Diário® – 28/09/23

Pânico Tônico Clônico 1/

Original indisponível (pois já pertence a alguém)

Algo de insólito derramou-se sobre os dias de hoje e de ontem.

Tive uma sessão de terapia radical, concluída com meu corpo estirado na cama, os olhos querendo se fechar num cansaço atávico, melado. Em seguida passei pelas questões novamente com o Roger e fomos ainda um pouco além – a fragilidade desse meu feminino-vítima patologizado, como é impossível dissociar-me totalmente dele tendo não só um corpo definido como de mulher desde sempre, mas também identificando-me com ele, tomando suas dores e rédeas na busca constante da redenção dessa minha parcela ambígua e radical – a eterna feminina. Vejo-me de volta à turbulência da pesquisa do mestrado. Portas fechadas. Armadilhas.

É preciso estar atenta o tempo inteiro, alerta na luta pela sobrevivência, esperta para não perder por completo o acesso à calma, ou à fé. Como? Respirando? É preciso encarnar esse paradoxo o tempo inteiro, ser sempre algo e seu oposto. Isso é uma loucura. Isso cansa.

Ao final de um dia exausto, caiu a energia elétrica, o que me pareceu sincrônico e punitivo – eu o temia, com esse calor extremo. Temia tanto ficar sem, quanto o ser culpa minha pelo excesso do uso. Todavia, aconteceu.

Ficar do lado de fora da casa no dia mais quente desde quando, sempre? Últimos anos? O que já vivi, certamente. Tomar uma brisa, ver a lua. Dormitar na cadeira de área, ser picada. Roger estava fazendo pão, encerrou o processo no meio.

Começou uma tempestade, muito vento, alguns pingos de chuva, ao longe um incêndio gigantesco (criminso, muito provavelmente, ou fruto de um relâmpago aliado à seca). Um rápido desespero pela Grumixama não estar em casa, ela fica apavorada nessas situações. Rezei o mantra da minha avó – oyashikiri, oyashikiri -, ela se materializou ofegante na dispensa (a gata, não minha avó). Agradeci.
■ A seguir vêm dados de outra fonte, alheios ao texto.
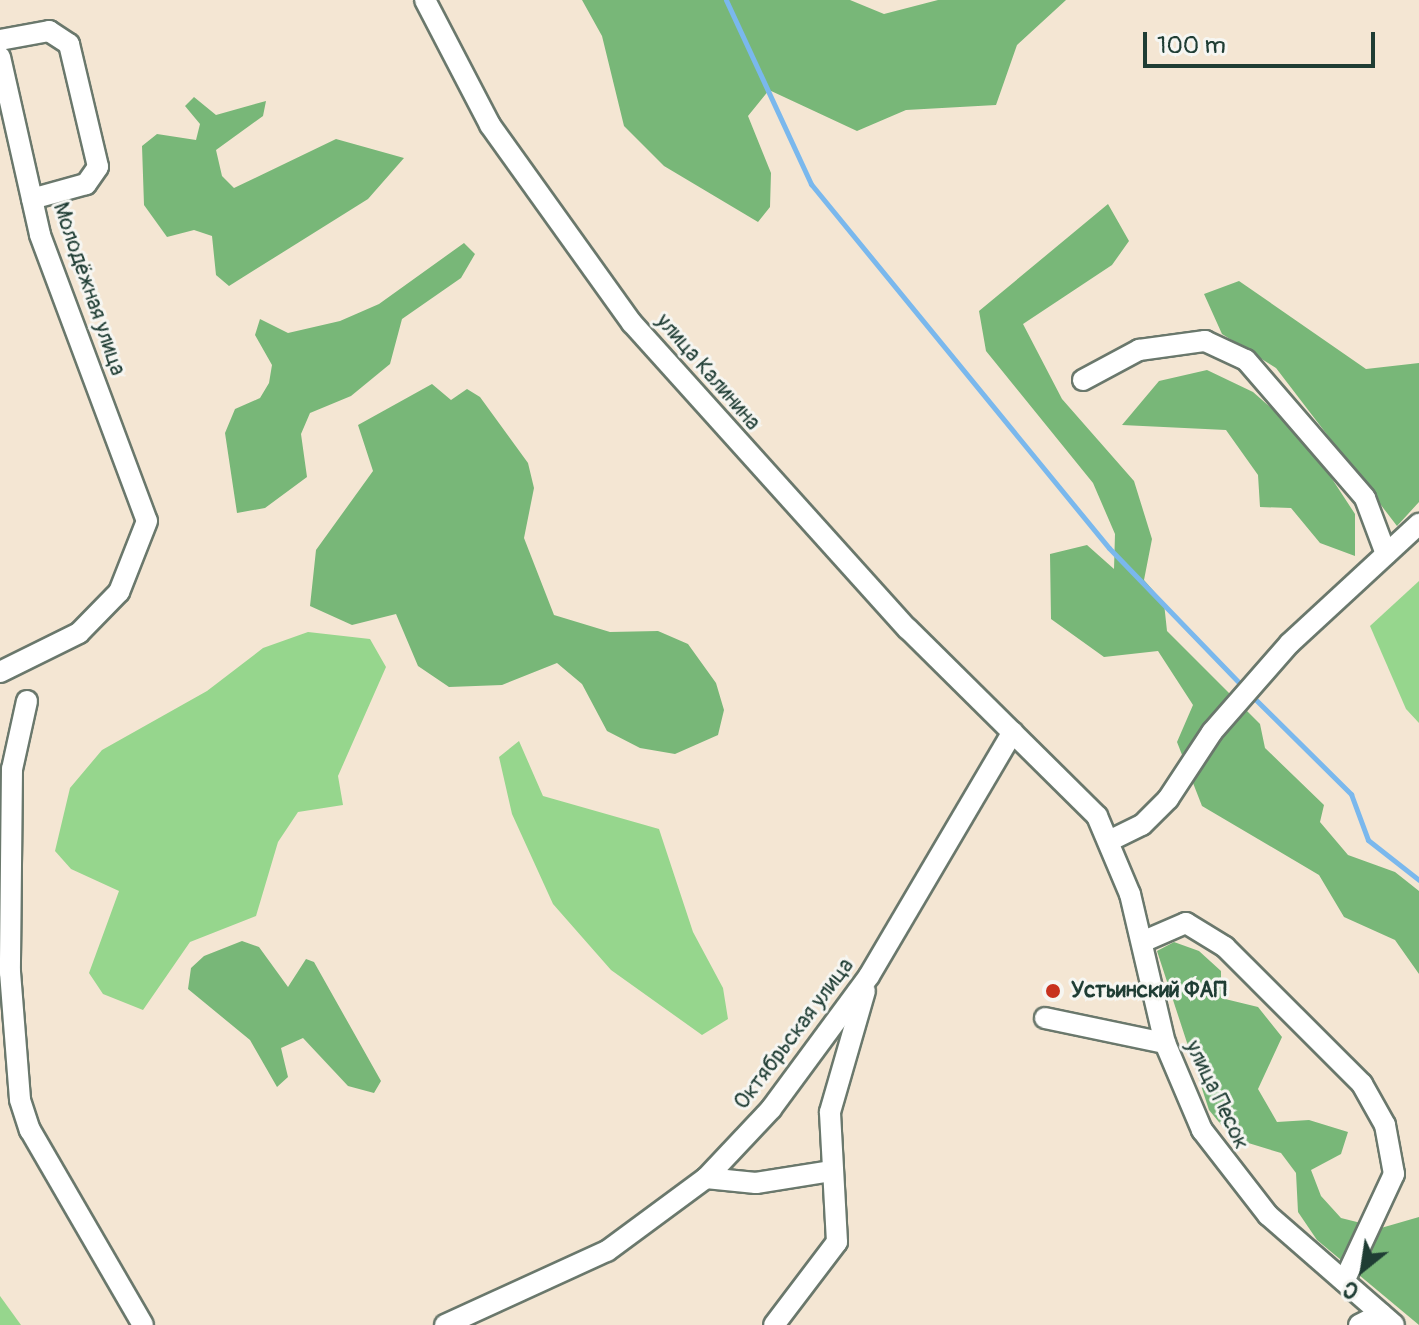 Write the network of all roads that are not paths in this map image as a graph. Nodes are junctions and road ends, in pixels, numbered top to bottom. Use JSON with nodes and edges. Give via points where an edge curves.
{"nodes":[{"id":1,"x":425,"y":0,"type":"edge"},
{"id":2,"x":0,"y":40,"type":"edge"},
{"id":3,"x":0,"y":57,"type":"edge"},
{"id":4,"x":32,"y":199,"type":"junction"},
{"id":5,"x":1083,"y":380,"type":"dead end"},
{"id":6,"x":1419,"y":524,"type":"edge"},
{"id":7,"x":1386,"y":554,"type":"junction"},
{"id":8,"x":0,"y":672,"type":"edge"},
{"id":9,"x":27,"y":701,"type":"dead end"},
{"id":10,"x":1013,"y":732,"type":"junction"},
{"id":11,"x":1111,"y":840,"type":"junction"},
{"id":12,"x":1142,"y":942,"type":"junction"},
{"id":13,"x":869,"y":976,"type":"junction"},
{"id":14,"x":1045,"y":1018,"type":"dead end"},
{"id":15,"x":1165,"y":1043,"type":"junction"},
{"id":16,"x":832,"y":1171,"type":"junction"},
{"id":17,"x":706,"y":1178,"type":"junction"},
{"id":18,"x":1344,"y":1281,"type":"junction"},
{"id":19,"x":1388,"y":1319,"type":"edge"},
{"id":20,"x":143,"y":1325,"type":"edge"},
{"id":21,"x":445,"y":1325,"type":"edge"},
{"id":22,"x":774,"y":1325,"type":"edge"},
{"id":23,"x":1359,"y":1325,"type":"edge"}],
"edges":[{"from":1,"to":10,"type":"street","name":"улица Калинина","via":[[490,125],[632,323],[809,524]]},
{"from":2,"to":4,"type":"street","via":[[49,31],[69,44],[98,167],[93,180]]},
{"from":3,"to":4,"type":"street","name":"Молодёжная улица"},
{"from":4,"to":8,"type":"street","name":"Молодёжная улица","via":[[147,521],[143,546],[119,592],[79,633]]},
{"from":5,"to":7,"type":"street","via":[[1139,350],[1205,341],[1246,360],[1365,498]]},
{"from":6,"to":7,"type":"street"},
{"from":7,"to":11,"type":"street","via":[[1290,643],[1212,732],[1168,799],[1142,825]]},
{"from":9,"to":20,"type":"street","via":[[12,769],[10,972],[20,1100],[30,1130]]},
{"from":10,"to":11,"type":"street","name":"улица Песок","via":[[1062,774]]},
{"from":10,"to":13,"type":"street","name":"Октябрьская улица"},
{"from":11,"to":12,"type":"street","name":"улица Песок"},
{"from":12,"to":15,"type":"street","name":"улица Песок"},
{"from":12,"to":18,"type":"street","via":[[1186,923],[1225,947],[1362,1084],[1385,1125],[1394,1174]]},
{"from":13,"to":16,"type":"street","via":[[830,1112]]},
{"from":13,"to":17,"type":"street","name":"Октябрьская улица","via":[[771,1109]]},
{"from":14,"to":15,"type":"street"},
{"from":15,"to":18,"type":"street","name":"улица Песок","via":[[1227,1169]]},
{"from":16,"to":17,"type":"street","via":[[756,1183]]},
{"from":16,"to":22,"type":"street","via":[[837,1242]]},
{"from":17,"to":21,"type":"street","name":"Октябрьская улица","via":[[607,1251]]},
{"from":18,"to":19,"type":"street","name":"улица Песок"},
{"from":19,"to":23,"type":"street","name":"улица Песок"}]}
Muito medo. Medo do aquecimento global, do fim dos tempos, de não termos mais tempo. Uma estranha certeza de que a luz não voltará até amanhã, quiçá nunca mais, que passaremos a noite em absoluto desconforto. Mas instalei novamente o tule na janela do quarto, que pernoitou aberta pela primeira vez em dois anos (após a mesma gata destruí-lo, em seguida a essa única noite de uso).

Sinto que precisei viver isso, um pífio rito de passagem, nada demais, mas tingido de tom calamitoso.

Hoje a luz voltou às 10 da manhã, confirmando minha primeira teoria, desbancando a segunda e me inundando com um otimismo descabido e com a necessidade de dançar com o vento, conduzindo-o de um lado a outro da varanda. Parecia estar possuída por outra força – não física, pois estirei um músculo da perna ao carregar uma cadeira e pisar em falso calçando um tamanco, e ademais sou meio desengonçada em meus passos de dança mais ousados (como esse pas-de-deux com a cadeira – ou melhor, faux pas). Tentei todavia equilibrar-me e soprar junto a essa ventania.

Hoje então ventou muito, o dia inteiro, inspirando a leitura intermitente, mas até ao final, de Escute as Feras, da Nastassja Martin – cortada por sonecas na varanda, golpes de vento na cara, alerta, pegar roupas no varal, assistir a qualquer coisa na tevê com o Rogê. Algo em mim segue eriçado, guiado por essa selvageria antes literal do que simbólica, mas incontestável, incontornável. “Vi o mundo demasiado alter do bicho; o mundo demasiado humano dos hospitais. Perdi meu lugar, procuro um entremeio. Um lugar onde me reconstituir”. De novo penso no mestrado, no Arlindo, que me disse, após presenciar um ataque de pânico que não consegui esconder, quase que exatamente isso, quase que nas mesmas palavras (como mencionado aqui, no texto “Envelhecer”).

Hoje não liguei o ar nem o vento o dia inteiro, nem o computador (só o celular. Só acompanhei o Roger no escritório. Só o acompanhei vendo tevê. Truques). A janela do quarto segue aberta, assim como a cortina, o sol atinge meu corpo e não me fustiga, como esperava. Não sei se por conta da fumaça do incêndio, que o filtra, mas creio que sim, pois ele então pôs-se vermelho. O vento me refresca e põe de cabelos em pé, chacoalhando a casa inteira.

Não consigo decifrar os acontecimentos, seus significados, sintomas. Estou em um estado de torpor alerta, como que mesmerizada. Agora escrevo.